While the agenda is set, the details are not. But plans are being developed in both areas with the hope that after a year we are showing improvement in these priority areas.

Diversity hiring

The Institute for Diversity and Ethics in Sports survey of 305 newspapers, requested by APSE, showed sports departments "lagging in employment of minorities, with blacks holding 6.2 percent of jobs among an overall minority representation of 12 percent," according to Associated Press.

Women made up almost 13 percent of sports staffs, but that is considerably lower than the 37.7 percent of females in the newsroom.

To help sports editors in their search for qualified minority candidates, I have asked APSE Diversity Committee chairperson Jorge Rojas to work with diverse groups, such as NABJ, NAHJ and AWSM, with a goal of having APSE representation in their organizations and at their national conventions.

With assistance from these groups, APSE will look to create a database of potential hires from all of these organizations and have it be one of the first stops of a sports editor.

At the national convention in Las Vegas, APSE also has offered $2,000 toward an internship next year to help AWSM find and nurture women journalists for sports copy desks.

Revenue generation

Sports sections are filled with great content. Content that should draw the interest of advertisers and be an easy sell for our newspaper ad sales people.

Why doesn't it sell? Is it editorial policy? Is it bad sales people? Is it undesirable content?

You've heard it before, or maybe even said it yourself:  "We produced a kick-ass special section and there was not an ad in it."

"Our ad department sucks."

It is obvious when you study advertising in other media, newspapers are lagging behind. Think about it. If your local baseball team can sell something as simple as a starting lineup to an advertiser on the radio, surely there must be a way to sell something like a baseball page or a stats package without crossing that journalistic line.

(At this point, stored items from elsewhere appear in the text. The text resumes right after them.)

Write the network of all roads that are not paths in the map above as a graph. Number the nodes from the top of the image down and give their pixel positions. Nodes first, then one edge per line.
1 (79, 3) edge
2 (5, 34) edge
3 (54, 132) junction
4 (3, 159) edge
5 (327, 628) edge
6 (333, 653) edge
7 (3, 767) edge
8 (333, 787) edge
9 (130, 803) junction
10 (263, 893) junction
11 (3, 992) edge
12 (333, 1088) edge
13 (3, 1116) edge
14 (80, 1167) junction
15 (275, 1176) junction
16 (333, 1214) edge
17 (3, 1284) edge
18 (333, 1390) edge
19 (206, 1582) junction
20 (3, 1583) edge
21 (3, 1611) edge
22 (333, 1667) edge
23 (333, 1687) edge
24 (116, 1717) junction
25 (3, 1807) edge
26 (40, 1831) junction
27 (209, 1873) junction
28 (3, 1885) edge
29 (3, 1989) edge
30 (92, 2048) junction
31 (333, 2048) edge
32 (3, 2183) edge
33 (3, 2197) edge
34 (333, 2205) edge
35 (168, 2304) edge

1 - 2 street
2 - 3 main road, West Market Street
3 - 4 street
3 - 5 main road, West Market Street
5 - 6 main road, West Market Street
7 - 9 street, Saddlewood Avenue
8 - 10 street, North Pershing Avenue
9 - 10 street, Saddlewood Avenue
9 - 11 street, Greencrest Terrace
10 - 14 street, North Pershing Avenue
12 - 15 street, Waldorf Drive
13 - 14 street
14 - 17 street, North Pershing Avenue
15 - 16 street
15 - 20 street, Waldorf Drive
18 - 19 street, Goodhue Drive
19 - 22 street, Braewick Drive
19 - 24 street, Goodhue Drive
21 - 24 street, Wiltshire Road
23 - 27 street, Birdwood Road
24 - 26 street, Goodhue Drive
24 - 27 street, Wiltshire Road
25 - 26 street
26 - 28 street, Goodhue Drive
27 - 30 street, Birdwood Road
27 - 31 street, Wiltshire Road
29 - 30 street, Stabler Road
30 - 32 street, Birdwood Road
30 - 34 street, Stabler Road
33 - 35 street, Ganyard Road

Mort Goldstrom of the Newspaper Association of American agrees and will be working with APSE this year to develop workshops around the country to help sports editors better work with revenue generation in mind.

Goldstrom and his staff at NAA will show us ideas that are out there and work with us on generating new ones based on our ideas for our content in sports sections and on the Web.

In the spring, Goldstrom will ask the Virginia Commonwealth University advertising school to do a case study on one of our sections, filling it with forms of advertising that just might work. Expect that these students will challenge every aspect of our editorial integrity. And that's a good thing. It will get us all thinking, and best of all, working together.

The program will start with APSE's regional meetings later this year and culminate with the case study, general session and one or two workshops at the 2007 APSE convention in St. Louis next summer.